Economically, it was a disappointing month. Stocks rode a descending roller coaster, finishing February with the S&P 500 down 0.3% and the Dow Jones down 0.71%. 

Meanwhile, inflation cooled, but much less than expected. After six straight months of significant decreases, the year-on-year change in the consumer price index only crept down slightly in the data released last month, dipping from 6.5% in December to 6.4% in January.

On the first day of February, the Federal Reserve raised interest rates less than usual, boosting the federal funds rate by only a quarter of a point. But less than a week later, Chairman Jerome Powell indicated that larger rate hikes could be on their way.

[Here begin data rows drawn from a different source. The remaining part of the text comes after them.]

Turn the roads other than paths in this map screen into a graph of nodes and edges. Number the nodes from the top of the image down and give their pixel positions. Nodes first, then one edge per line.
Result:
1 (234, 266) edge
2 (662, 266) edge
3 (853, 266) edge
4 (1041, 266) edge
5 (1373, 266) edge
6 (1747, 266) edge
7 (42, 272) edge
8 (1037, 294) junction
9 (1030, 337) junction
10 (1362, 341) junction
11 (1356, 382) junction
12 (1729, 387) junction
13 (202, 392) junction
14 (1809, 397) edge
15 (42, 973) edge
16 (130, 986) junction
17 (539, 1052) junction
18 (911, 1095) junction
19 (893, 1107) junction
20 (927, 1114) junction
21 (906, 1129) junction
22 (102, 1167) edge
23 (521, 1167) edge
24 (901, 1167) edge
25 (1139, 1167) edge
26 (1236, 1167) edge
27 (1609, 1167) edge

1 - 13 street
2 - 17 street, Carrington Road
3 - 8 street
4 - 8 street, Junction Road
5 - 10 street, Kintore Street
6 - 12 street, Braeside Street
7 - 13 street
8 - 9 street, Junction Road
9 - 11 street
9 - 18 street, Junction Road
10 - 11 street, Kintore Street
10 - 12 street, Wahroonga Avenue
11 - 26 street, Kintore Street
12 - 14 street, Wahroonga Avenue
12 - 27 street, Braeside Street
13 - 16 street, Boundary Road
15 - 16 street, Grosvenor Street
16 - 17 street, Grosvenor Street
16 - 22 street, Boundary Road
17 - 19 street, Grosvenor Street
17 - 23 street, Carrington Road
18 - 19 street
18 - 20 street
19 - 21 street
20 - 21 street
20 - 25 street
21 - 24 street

"The reality is we're going to react to the data," Powell said on Feb. 7. "So if we continue to get, for example, strong labor market reports or higher inflation reports, it may well be the case that we have to do more and raise rates more than is priced in."

This was not reassuring to many retirement investors. 

"The market turbulence and higher interest rates have put fear into my clients," one advisor said.

But not every wealth manager was discouraged. One said their clients were "gaining confidence in a soft landing" for the economy. Another expected "interest rates to lower through the year, making a good case for growth."

Another was confident that their clients would weather the storm, regardless of what the central bank does.

"Staying the course in the market," the advisor said. "Waiting on the Fed to get out of the way."